If 12v batteries each have a max continuous discharge of 100 amps,
and a 1,000 watt appliance has a max startup draw of 1,700 watts,
wouldn’t it be i = 1,700/12 = 142 amps of draw?

So, as long as I only run this one appliance, wouldn’t 2 batteries be well
within the amperage draw? 142 < 200?

Sure, I wouldn’t be maxing out my inverter, but at least I would have room
to grow when I could afford more batteries...instead of needing a whole other
inverter...


----------



## damoc (Jul 14, 2007)

AH amp hours is a measure of storage capacity not discharge rate and Im guessing about the reason but I have an inverter that continually trips out with over voltage with 400 ah storage but when I added that extra battery and got around 500 AH it had enough load that the charge controler could keep things in check and i no longer had the trouble.


----------



## damoc (Jul 14, 2007)

In vehical batteries CCA cold cranking amps is the measure of discharge rate and i think some deep cycle marine batteries will have both a CCA and a AH rating.
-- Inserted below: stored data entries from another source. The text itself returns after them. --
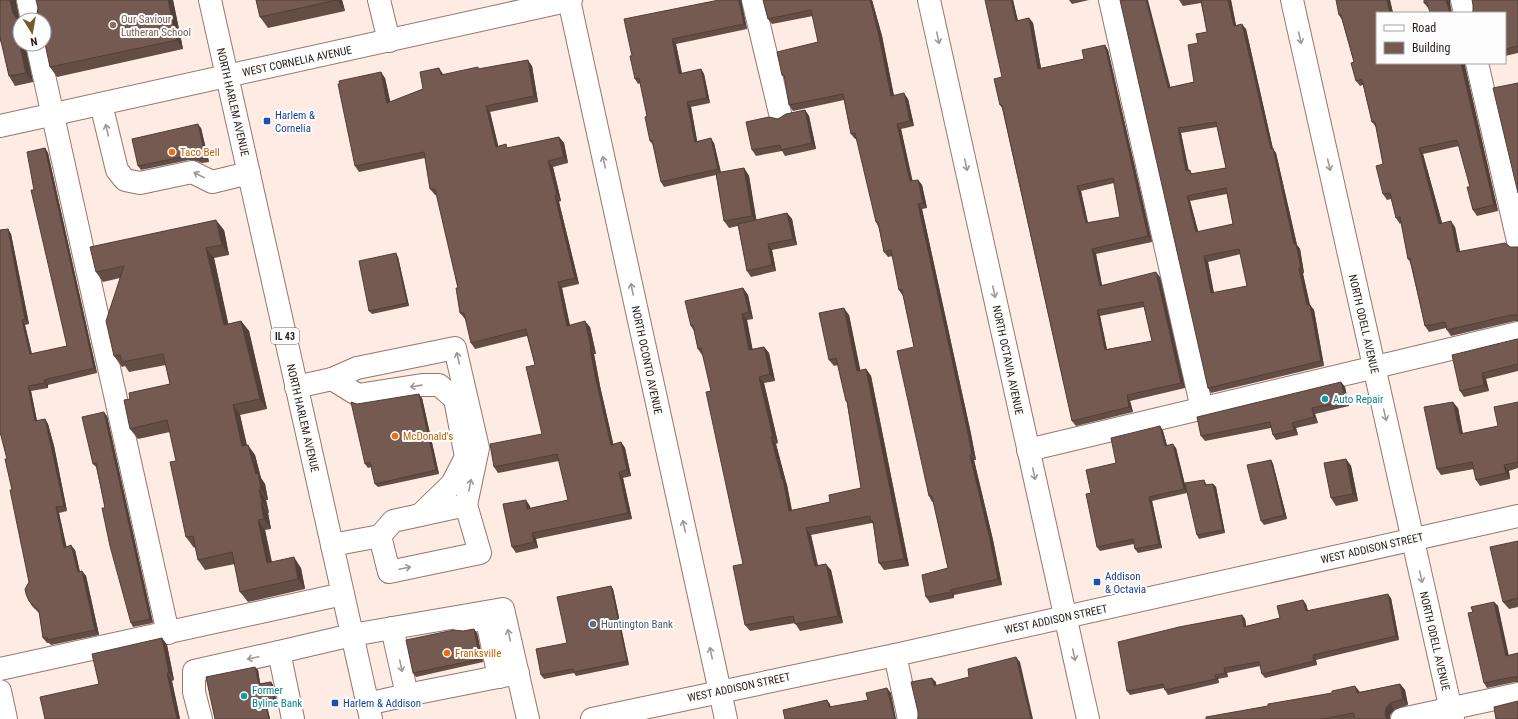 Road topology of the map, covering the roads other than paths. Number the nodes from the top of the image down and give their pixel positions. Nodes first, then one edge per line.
1 (28, 0) edge
2 (210, 0) edge
3 (379, 0) edge
4 (570, 0) edge
5 (753, 0) edge
6 (929, 0) edge
7 (1110, 0) edge
8 (1292, 0) edge
9 (1462, 0) edge
10 (30, 12) edge
11 (1465, 12) edge
12 (389, 40) junction
13 (39, 52) edge
14 (1477, 64) edge
15 (227, 76) junction
16 (101, 104) junction
17 (780, 113) dead end
18 (53, 114) junction
19 (0, 126) edge
20 (249, 173) junction
21 (1518, 240) edge
22 (1518, 333) edge
23 (1374, 368) junction
24 (332, 379) junction
25 (296, 387) junction
26 (1202, 409) junction
27 (1028, 450) junction
28 (466, 505) junction
29 (420, 515) junction
30 (1518, 516) edge
31 (380, 536) junction
32 (1413, 539) junction
33 (332, 545) junction
34 (343, 594) junction
35 (1065, 617) junction
36 (392, 628) junction
37 (168, 633) junction
38 (352, 635) junction
39 (279, 652) junction
40 (894, 655) junction
41 (0, 669) edge
42 (508, 675) junction
43 (0, 691) edge
44 (720, 691) junction
45 (1518, 694) edge
46 (407, 695) junction
47 (369, 711) edge
48 (1452, 714) edge
49 (6, 719) edge
50 (201, 719) edge
51 (293, 719) edge
52 (528, 719) edge
53 (592, 719) edge
54 (726, 719) edge
55 (909, 719) edge
56 (1088, 719) edge
57 (1402, 719) edge

1 - 10 street
2 - 15 street, NORTH HARLEM AVENUE / IL 43
3 - 12 street
4 - 12 street, WEST CORNELIA AVENUE
44 -> 4 street, NORTH OCONTO AVENUE
5 - 17 street
6 -> 27 street, NORTH OCTAVIA AVENUE
7 - 26 street
8 -> 23 street, NORTH ODELL AVENUE
9 - 11 street
12 - 15 street, WEST CORNELIA AVENUE
13 - 18 street
14 - 21 street
15 - 16 street, WEST CORNELIA AVENUE
15 - 20 street, NORTH HARLEM AVENUE / IL 43
16 - 18 street, WEST CORNELIA AVENUE
20 -> 16 street
18 - 19 street, WEST CORNELIA AVENUE
18 - 37 street
20 - 25 street, NORTH HARLEM AVENUE / IL 43
22 - 23 street
23 - 26 street
23 -> 32 street, NORTH ODELL AVENUE
24 - 25 street
28 -> 24 street
29 -> 24 street
25 - 33 street, NORTH HARLEM AVENUE / IL 43
26 - 27 street
27 -> 35 street, NORTH OCTAVIA AVENUE
28 - 29 street
31 -> 28 street
29 - 31 street
30 - 32 street, WEST ADDISON STREET
31 - 33 street
32 - 35 street, WEST ADDISON STREET
32 -> 48 street, NORTH ODELL AVENUE
33 - 34 street, NORTH HARLEM AVENUE / IL 43
34 - 37 street
34 - 38 street, NORTH HARLEM AVENUE / IL 43
35 - 40 street, WEST ADDISON STREET
35 -> 56 street, NORTH OCTAVIA AVENUE
36 - 38 street
42 -> 36 street
36 -> 46 street
37 - 41 street
38 - 39 street
38 - 47 street, NORTH HARLEM AVENUE / IL 43
39 -> 50 street
39 - 51 street
40 - 44 street, WEST ADDISON STREET
40 - 55 street
42 - 46 street
42 - 52 street
43 - 49 street
44 - 53 street, WEST ADDISON STREET
44 - 54 street, NORTH OCONTO AVENUE
45 - 48 street
46 - 47 street
48 - 57 street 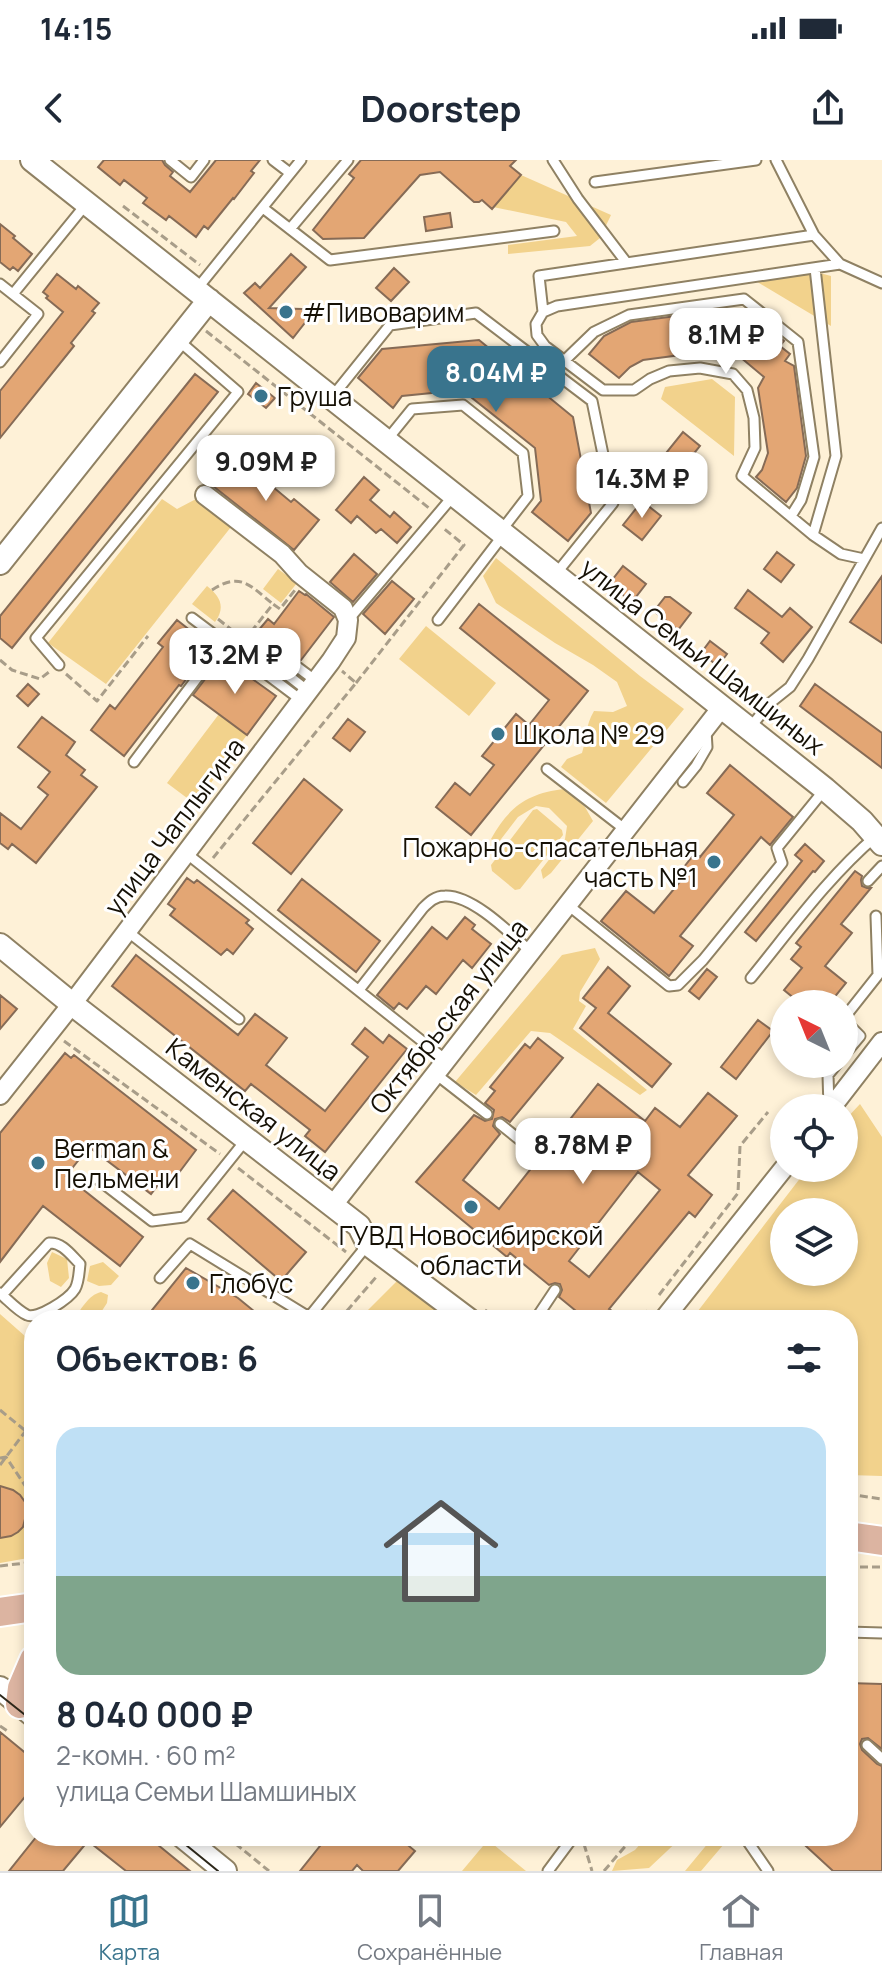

There may also be other ways to rate a battery that I am unaware of.


----------



## MichaelK! (Oct 22, 2010)

If you read the specification of your batteries carefully, you will see that they publish the amphours at different discharge rates. It's very well understood that the faster you discharge a battery, the fewer amphours it will have. That 100AH rating is likely to be a 20 hour rate, which is considered standard. What that means is the highest amperage you'll get out of them for the battery to last 20 hours is 5amps. 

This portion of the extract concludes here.